1. Better communication

In every relationship communication is key. Now that I am home, we can spend more time together, which has been great but also leads to more opportunity for misunderstandings. We both have to be very conscience about how we communicate and clear up miscommunication quicker.

2. We had been living with false assumptions of each other for the last 6-7 years.

One day while grocery shopping together, we discovered that we both preferred white bread. We rarely buy bread but when we do, we have always gone with wheat. I’m sure mostly it was for health reasons, but after so many years we had just assumed it was because the other person preferred wheat bread. Then one day while making our bed together we realized we both had been sleeping with a flat sheet because we thought that was what the other person wanted.
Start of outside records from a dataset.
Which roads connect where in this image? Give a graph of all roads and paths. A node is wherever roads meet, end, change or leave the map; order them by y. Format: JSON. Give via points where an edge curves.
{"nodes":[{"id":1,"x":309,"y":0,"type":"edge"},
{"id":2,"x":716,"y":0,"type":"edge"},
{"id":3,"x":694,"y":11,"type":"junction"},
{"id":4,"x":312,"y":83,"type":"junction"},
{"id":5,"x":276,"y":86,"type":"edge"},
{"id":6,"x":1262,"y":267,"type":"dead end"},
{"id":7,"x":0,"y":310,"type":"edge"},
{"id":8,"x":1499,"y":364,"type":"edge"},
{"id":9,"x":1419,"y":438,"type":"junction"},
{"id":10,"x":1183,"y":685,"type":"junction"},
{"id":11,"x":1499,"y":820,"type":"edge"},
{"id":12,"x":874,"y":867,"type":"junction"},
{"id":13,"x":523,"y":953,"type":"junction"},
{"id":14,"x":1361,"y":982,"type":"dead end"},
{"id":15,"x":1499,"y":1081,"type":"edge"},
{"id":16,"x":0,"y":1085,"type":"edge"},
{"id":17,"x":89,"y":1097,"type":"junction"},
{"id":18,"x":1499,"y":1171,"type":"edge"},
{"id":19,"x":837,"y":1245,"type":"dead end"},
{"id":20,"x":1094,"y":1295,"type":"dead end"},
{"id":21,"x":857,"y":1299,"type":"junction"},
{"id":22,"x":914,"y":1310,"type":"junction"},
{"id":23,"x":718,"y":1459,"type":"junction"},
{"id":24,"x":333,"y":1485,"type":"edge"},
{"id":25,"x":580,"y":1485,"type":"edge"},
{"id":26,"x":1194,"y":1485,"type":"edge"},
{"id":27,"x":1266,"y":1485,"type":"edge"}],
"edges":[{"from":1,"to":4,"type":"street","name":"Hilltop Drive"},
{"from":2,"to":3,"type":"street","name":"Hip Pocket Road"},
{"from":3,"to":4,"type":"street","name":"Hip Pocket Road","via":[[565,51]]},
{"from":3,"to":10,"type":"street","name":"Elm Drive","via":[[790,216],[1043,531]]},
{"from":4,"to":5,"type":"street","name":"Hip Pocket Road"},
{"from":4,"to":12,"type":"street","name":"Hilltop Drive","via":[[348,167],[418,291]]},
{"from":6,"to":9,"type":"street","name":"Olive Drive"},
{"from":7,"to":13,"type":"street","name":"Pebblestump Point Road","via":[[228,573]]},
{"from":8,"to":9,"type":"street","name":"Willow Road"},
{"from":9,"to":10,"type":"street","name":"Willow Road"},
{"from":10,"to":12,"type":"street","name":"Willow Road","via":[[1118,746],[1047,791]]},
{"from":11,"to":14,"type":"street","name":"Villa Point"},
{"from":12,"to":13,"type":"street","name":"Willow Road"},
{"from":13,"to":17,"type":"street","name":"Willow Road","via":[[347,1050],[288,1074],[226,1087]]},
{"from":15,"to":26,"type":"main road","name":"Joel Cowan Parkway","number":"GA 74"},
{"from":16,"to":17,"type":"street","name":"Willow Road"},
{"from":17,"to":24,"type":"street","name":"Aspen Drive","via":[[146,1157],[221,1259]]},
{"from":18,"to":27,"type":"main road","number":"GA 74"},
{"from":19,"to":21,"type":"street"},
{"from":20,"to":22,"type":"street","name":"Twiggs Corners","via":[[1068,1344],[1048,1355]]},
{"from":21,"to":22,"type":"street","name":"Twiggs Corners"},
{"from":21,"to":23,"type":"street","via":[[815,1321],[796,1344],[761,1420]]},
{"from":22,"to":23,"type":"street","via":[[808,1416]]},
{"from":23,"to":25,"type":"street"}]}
Both very small and silly things to find out, but it really opened our eyes to what things we could have been doing or saying simply because we assumed that was what the other person wanted.

3. We both have similar struggles when it comes to fitness and food.

We both want that ideal body and to be fit. But when the rubber meets the road, we both find it hard to have discipline and self-control with foods that are not the best. Staying consistent in the gym is just hard with our schedule and the kids’ schedules, so we end up putting ourselves on the back burner.

Maybe you are reading this on your lunch break at work feeling guilty because when you get off from work you will immediately go home, start dinner, and start the bed time process, feeling like you are missing it all. Or maybe you have been home with your kids from the very beginning, but wonder what it would be like if you still had a regular day job to go to.

I’ve thought about it and I can say there are days that I miss having a job to get up for every day, but I would not trade this time for the world either. I’m grateful for the lessons I’ve learned this last year, and am looking forward to the future lessons!